=== What you need to do ===
Go through the data and copy each line that holds "mouth".

=== Available records ===

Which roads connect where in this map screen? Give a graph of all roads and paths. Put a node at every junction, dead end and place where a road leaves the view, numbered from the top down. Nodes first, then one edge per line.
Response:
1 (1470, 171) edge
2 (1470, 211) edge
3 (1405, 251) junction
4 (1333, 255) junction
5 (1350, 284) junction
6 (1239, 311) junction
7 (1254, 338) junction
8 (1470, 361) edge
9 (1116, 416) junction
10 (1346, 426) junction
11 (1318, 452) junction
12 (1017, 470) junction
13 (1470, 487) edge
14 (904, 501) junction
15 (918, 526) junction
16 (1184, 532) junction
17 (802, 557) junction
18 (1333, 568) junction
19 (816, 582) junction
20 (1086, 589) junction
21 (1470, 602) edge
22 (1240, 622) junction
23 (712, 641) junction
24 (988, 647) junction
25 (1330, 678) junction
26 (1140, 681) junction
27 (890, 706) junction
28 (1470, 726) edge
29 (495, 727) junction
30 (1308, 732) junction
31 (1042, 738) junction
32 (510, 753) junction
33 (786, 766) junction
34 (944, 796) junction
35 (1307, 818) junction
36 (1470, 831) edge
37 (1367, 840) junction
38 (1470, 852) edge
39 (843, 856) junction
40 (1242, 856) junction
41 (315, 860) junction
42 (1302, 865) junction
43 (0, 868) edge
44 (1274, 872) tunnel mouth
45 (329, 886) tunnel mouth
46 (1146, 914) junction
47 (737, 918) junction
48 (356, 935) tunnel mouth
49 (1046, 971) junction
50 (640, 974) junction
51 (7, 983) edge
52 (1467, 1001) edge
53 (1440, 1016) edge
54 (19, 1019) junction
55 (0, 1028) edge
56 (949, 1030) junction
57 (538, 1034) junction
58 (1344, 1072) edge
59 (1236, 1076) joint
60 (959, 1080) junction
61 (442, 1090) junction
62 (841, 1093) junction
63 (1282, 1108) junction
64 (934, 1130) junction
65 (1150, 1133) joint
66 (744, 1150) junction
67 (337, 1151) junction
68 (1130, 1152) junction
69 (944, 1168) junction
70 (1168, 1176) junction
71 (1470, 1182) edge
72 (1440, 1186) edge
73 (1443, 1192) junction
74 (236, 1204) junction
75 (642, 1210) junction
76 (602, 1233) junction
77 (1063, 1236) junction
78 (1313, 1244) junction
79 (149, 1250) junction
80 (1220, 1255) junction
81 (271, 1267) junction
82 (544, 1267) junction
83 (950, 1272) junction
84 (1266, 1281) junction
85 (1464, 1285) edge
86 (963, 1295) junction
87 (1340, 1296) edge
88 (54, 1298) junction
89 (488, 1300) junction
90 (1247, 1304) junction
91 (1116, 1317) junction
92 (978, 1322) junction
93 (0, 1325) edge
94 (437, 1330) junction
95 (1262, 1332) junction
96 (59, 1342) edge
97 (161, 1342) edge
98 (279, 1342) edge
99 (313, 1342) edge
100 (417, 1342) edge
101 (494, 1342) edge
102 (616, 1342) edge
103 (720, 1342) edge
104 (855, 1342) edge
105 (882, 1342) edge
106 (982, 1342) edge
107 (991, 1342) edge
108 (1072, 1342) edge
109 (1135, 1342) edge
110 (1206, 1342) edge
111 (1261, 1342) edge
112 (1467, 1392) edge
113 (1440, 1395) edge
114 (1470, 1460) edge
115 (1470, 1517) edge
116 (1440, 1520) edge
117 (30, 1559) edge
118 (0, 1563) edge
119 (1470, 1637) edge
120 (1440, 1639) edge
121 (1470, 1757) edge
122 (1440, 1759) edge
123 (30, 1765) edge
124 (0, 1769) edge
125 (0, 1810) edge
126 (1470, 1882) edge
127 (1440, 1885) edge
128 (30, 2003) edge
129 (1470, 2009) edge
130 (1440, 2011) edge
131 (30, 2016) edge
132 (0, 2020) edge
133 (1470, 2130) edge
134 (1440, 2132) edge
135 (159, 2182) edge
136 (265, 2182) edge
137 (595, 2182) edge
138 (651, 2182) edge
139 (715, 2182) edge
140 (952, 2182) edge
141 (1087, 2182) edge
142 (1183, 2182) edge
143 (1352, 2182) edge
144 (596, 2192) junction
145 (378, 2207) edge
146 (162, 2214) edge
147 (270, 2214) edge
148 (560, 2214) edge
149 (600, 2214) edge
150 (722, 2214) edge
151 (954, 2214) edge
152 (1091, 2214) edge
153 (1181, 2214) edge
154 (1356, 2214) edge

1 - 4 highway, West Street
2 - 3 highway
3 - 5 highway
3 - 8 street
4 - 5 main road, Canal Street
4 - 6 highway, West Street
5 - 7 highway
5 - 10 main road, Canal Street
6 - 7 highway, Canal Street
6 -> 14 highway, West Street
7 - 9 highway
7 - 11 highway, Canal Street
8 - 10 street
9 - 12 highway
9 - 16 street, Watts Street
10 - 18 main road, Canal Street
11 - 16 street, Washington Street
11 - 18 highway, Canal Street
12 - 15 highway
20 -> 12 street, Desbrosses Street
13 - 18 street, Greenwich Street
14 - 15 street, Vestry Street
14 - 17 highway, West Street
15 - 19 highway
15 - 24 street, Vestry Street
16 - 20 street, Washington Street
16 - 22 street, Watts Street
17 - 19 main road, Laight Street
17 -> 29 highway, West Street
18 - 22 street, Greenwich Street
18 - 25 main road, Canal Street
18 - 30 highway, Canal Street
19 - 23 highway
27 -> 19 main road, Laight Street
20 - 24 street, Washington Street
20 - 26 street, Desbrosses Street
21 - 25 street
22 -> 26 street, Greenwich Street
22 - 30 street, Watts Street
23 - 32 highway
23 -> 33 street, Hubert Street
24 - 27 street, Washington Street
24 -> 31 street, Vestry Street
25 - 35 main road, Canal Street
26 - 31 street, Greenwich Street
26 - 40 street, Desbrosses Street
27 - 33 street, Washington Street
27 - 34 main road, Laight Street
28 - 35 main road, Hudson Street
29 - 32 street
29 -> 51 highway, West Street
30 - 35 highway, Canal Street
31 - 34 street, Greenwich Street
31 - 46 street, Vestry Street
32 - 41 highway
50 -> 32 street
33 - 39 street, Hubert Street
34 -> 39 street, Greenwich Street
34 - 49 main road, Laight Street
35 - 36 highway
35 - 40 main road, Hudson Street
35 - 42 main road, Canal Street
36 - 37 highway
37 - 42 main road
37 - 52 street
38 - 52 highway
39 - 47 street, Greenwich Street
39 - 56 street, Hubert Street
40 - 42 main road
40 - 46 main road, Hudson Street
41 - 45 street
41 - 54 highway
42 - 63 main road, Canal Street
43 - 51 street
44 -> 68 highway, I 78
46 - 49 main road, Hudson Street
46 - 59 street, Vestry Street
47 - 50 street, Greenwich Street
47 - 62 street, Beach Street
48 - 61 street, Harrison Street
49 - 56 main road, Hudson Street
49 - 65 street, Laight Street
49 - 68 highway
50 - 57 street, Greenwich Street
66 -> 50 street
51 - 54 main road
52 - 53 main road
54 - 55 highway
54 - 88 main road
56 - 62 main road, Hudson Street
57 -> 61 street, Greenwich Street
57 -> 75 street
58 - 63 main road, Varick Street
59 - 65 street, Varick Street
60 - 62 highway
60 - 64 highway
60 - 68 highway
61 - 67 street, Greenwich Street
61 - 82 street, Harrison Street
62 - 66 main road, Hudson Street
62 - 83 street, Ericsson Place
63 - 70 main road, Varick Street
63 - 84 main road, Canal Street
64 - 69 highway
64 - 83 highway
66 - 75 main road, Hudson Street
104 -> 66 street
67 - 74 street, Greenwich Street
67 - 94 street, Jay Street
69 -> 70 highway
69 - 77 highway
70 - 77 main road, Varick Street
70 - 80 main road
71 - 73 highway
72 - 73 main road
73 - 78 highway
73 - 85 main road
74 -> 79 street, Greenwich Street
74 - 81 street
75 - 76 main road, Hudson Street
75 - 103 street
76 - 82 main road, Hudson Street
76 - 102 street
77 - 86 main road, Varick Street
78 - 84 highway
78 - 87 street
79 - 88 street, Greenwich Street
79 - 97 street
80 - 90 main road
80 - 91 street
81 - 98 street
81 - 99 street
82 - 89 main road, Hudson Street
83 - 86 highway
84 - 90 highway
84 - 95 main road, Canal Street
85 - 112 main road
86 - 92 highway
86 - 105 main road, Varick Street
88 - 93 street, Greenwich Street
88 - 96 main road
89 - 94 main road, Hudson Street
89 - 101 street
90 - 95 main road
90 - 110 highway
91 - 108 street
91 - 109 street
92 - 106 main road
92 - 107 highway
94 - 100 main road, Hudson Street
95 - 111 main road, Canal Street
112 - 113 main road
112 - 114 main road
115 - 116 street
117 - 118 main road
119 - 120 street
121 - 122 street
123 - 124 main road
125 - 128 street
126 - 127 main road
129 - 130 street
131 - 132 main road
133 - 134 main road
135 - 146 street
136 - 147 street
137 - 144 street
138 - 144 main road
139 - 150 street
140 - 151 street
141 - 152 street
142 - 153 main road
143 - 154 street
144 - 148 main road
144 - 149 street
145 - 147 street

=== Exercise result ===
44 (1274, 872) tunnel mouth
45 (329, 886) tunnel mouth
48 (356, 935) tunnel mouth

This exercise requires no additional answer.